Totally sensible. My question would be, is the proper way to decline answering, to just say, “I’m invoking executive privilege. That’s for the president to reveal, not me.” OR, was his response appropriate and it was the committee out of line trying to get him to either answer, or claim executive privilege?
His response was correct. Step 2 is in the final comment of the Chair, he asked that Sessions consult with the President about whether he can provide answers on those topics and submit them in writing.
Is there another specific mechanism he can use (other than E.P.) to refuse to answer?
Bunches, he can refuse to share confidential info (though they could move to a closed session on this one), info about active investigations, personal information about investigated persons, privileged information (based on other privileges), and if you believe the validity of Lois Lerner he could assert the fifth (I still say that was wrongly decided, as the records withheld were government records).
Is there ANY legal compulsion to answer once agreeing to testify before such a committee?
My understanding is yes, unless a basis for not answering exists.
Which again is a long standing policy of the executive branch that Congress is fully aware of.
Again, is this… umm… “legal cover” for refusal to answer?
This is about the separation of powers. The Executive branch is entitled to not share its internal deliberations with the Legislative Branch. The SC has upheld this. The idea is really simple, the President is entitled to get the best advice of his advisers not the advice they feel safe giving subject to Congressional subpeona.
Or am I conflating this committee too closely to a trial? Is there such a thing as being held in contempt or being charged with obstruction regarding a congressional investigation?
It's like a trial, though there is no accused. You can hold someone in contempt, but then to enforce it they generally have to go through the courts and the courts respect the exclusions.
Was this it? Shouldn’t it be a statute or written policy or law that outlines just that? His explanation boiled down to it being a tradition.
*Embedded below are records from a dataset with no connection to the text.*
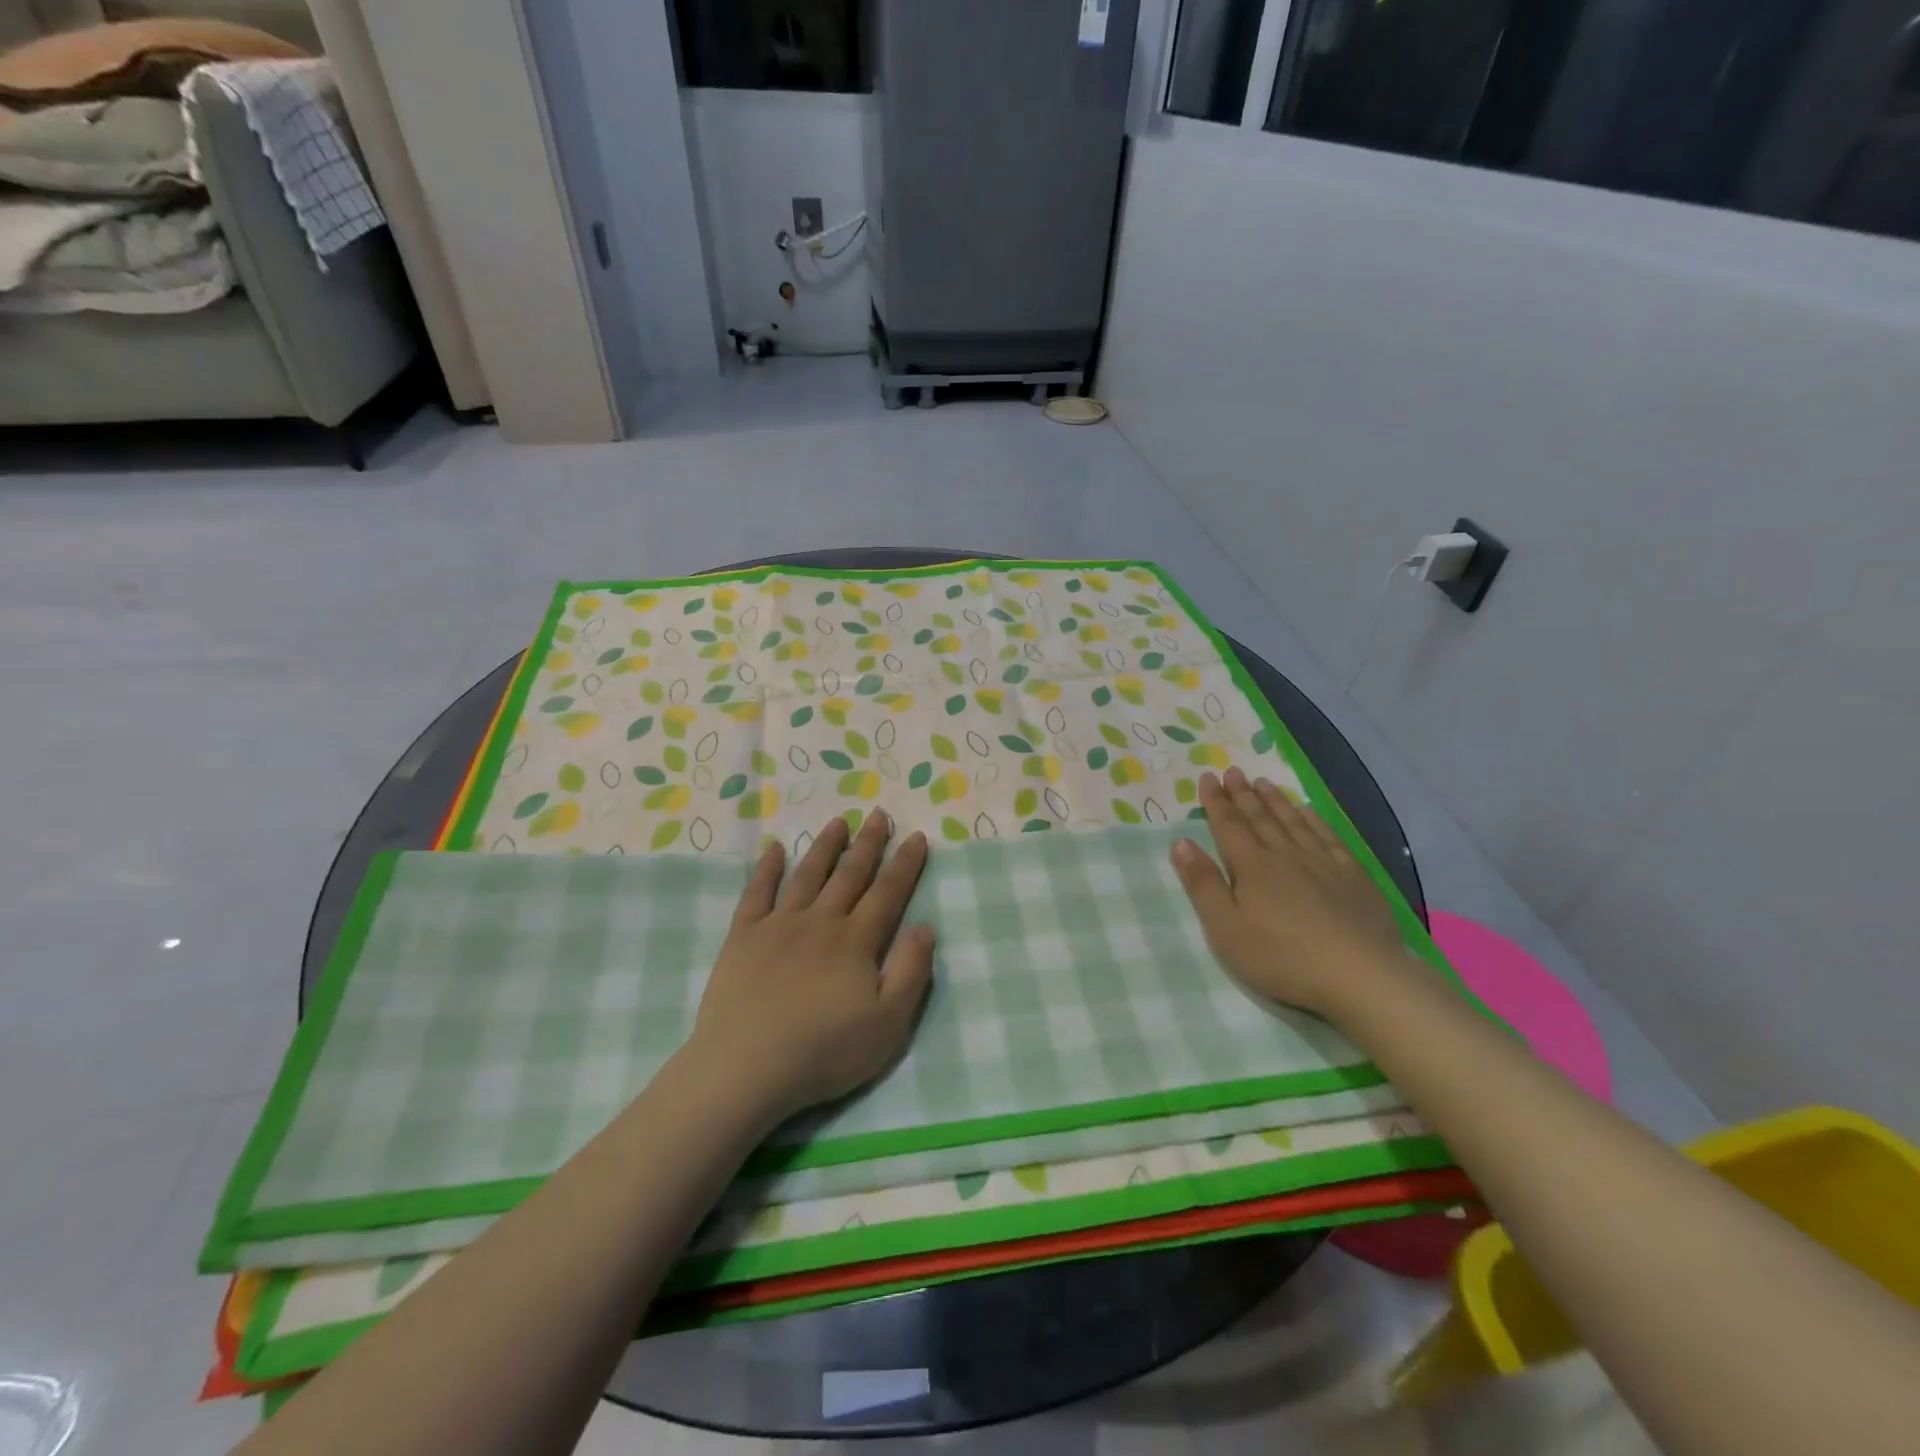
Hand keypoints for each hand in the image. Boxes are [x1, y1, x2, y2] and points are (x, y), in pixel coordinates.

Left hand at [687, 812, 934, 1122]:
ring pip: (808, 875)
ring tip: (839, 822)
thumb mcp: (888, 1024)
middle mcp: (821, 921)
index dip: (905, 863)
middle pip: (850, 874)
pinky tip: (774, 849)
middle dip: (868, 843)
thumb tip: (924, 926)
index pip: (888, 892)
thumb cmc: (825, 1051)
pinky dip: (767, 869)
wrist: (746, 1069)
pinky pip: (757, 893)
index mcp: (856, 941)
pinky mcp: (743, 937)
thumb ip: (911, 972)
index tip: (916, 836)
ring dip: (825, 847)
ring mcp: (779, 925)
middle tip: (879, 813)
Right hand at [1170, 767, 1409, 1019]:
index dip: (1216, 801)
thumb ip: (1202, 884)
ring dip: (1276, 801)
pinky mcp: (1353, 877)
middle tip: (1233, 771)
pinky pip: (1328, 837)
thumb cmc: (1282, 956)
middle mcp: (1285, 855)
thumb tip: (1181, 842)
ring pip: (1293, 822)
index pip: (1228, 825)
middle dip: (1243, 794)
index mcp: (1252, 866)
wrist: (1360, 975)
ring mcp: (1323, 863)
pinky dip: (1315, 820)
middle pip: (1260, 818)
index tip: (1208, 778)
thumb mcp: (1226, 928)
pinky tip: (1309, 811)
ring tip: (1264, 783)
Sure, fair, I even agree with that tradition. But shouldn’t it be codified for just such a situation?
His explanation expressly stated that it was the principal of executive privilege, the demand for the Justice department's written policies (if any) is a red herring. The written policies would be an interpretation of the privilege but an independent determination that privilege applies would always overrule the written rules. It's just a silly attempt by Congress to claim that the "policy" is being violated, when they know its the principal that controls.
In any event, Congress is completely empowered to follow up on those questions at which time the President will either have to assert the privilege (or another one) or allow the questions to be answered. In person hearings are characterized by "surprise" questions, which is the exact circumstance under which the President can't provide real time guidance, meaning the errors all have to go in favor of protecting the privilege
at that time.
I know things get murky in politics, but I thought our system self policed itself against either wrong doing and fishing expeditions better than this.
There is no protection against Congressional fishing expeditions or grandstanding, or did you miss the hearings on steriod abuse in professional baseball?
Sessions has no authority to waive the privilege therefor he has no choice but to decline to answer, exactly as other executive officers have done in the past.
That seems to be the answer I needed if correct. The committee was in error trying to press him to “invoke executive privilege” or answer. Black or white.
They knew he couldn't answer before they asked the question. The point of the question was to demonstrate that they were being hard on Sessions and obtain soundbites of him not answering so they could claim stonewalling.
I don't think he was asked to show this policy in writing.
He was. On multiple occasions. Big part of what led to my fuzziness on this topic.
My mistake, though it is
very important to note that the "policy" he was asked to provide is not the basis for the exemption. Whether or not it covers directly any situation doesn't answer the question of whether privilege exists, and members of the executive branch would be required not to answer if in their judgement it could exist.
He was pressed hard to explain what it was, and how it shielded him from answering. It was several times woven in to opportunities for him to reconsider whether he was invoking executive privilege. So, proceduraly(?) it seemed they were calling his answer illegitimate and obstructionist. Once characterizing it as stonewalling.
Which was the point of asking some of the questions. I thought Harris was particularly bad on this point, but that makes sense because she's trying to generate sound bites for her political career. Heck she was trying, again, to force the Chair to correct her for not letting the witness respond so she can tie into the "nevertheless, she persisted" meme.
If he knew, Sessions would have had no problem conveying that such answers were privileged.
This assumes that ambiguity does not play into the executive strategy regarding these investigations.
There is ambiguity. Your confused because the Senators want you to be confused. If they want the answers they can demand them in writing from Sessions and/or the DOJ and the President will decide to invoke the privilege or not. Getting them live from Sessions before that consult happens is the problem. Nothing - at all - stops them from forcing the President to make a decision on this, they just want you to believe it does so they can claim to be "stonewalled."